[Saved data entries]
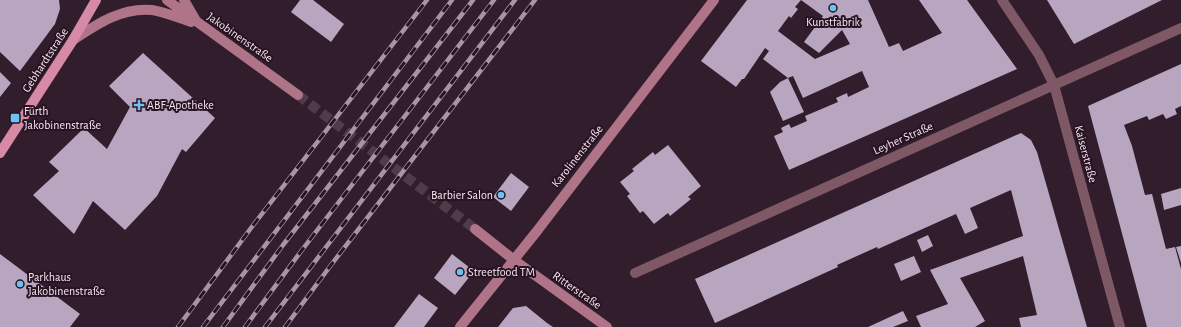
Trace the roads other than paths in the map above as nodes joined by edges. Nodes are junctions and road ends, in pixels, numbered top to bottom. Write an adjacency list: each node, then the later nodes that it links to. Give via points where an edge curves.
1 (96, 0): 8 (main road, Gebhardtstraße)
2 (167, 0): 6 (street, Jakobinenstraße)
3 (184, 0): 6 (street)
4 (714, 0): 13 (street, Karolinenstraße)
5 (1002, 0): 9 (street, Kaiserstraße, via 1039,55)
6 (198, 24): 8 (street, via 153,10 134,11 107,19); 10 (street, Jakobinenstraße)
7 (1181, 28): 9 (street, Leyher Straße)
8 (73, 40): 11 (main road, Gebhardtstraße)
9 (1054, 85): 14 (street, Leyher Straße); 17 (street, Kaiserstraße)
10 (298, 95)
11 (0, 153)
12 (475, 229): 13 (street)
13 (514, 260): 15 (street, Karolinenstraße); 16 (street, Ritterstraße)
14 (635, 273)
15 (460, 327)
16 (607, 327)
17 (1120, 327)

◆ Your objective
In the copy, every entry appears exactly as written above and no picture appears.

◆ Expected answer
Trace the roads other than paths in the map above as nodes joined by edges. Nodes are junctions and road ends, in pixels, numbered top to bottom. Write an adjacency list: each node, then the later nodes that it links to. Give via points where an edge curves.
1 (96, 0): 8 (main road, Gebhardtstraße)
2 (167, 0): 6 (street, Jakobinenstraße)
3 (184, 0): 6 (street)
4 (714, 0): 13 (street, Karolinenstraße)
5 (1002, 0): 9 (street, Kaiserstraße, via 1039,55)
6 (198, 24): 8 (street, via 153,10 134,11 107,19); 10 (street, Jakobinenstraße)
7 (1181, 28): 9 (street, Leyher Straße)
8 (73, 40): 11 (main road, Gebhardtstraße)
9 (1054, 85): 14 (street, Leyher Straße); 17 (street, Kaiserstraße)
10 (298, 95)
11 (0, 153)
12 (475, 229): 13 (street)
13 (514, 260): 15 (street, Karolinenstraße); 16 (street, Ritterstraße)
14 (635, 273)
15 (460, 327)
16 (607, 327)
17 (1120, 327)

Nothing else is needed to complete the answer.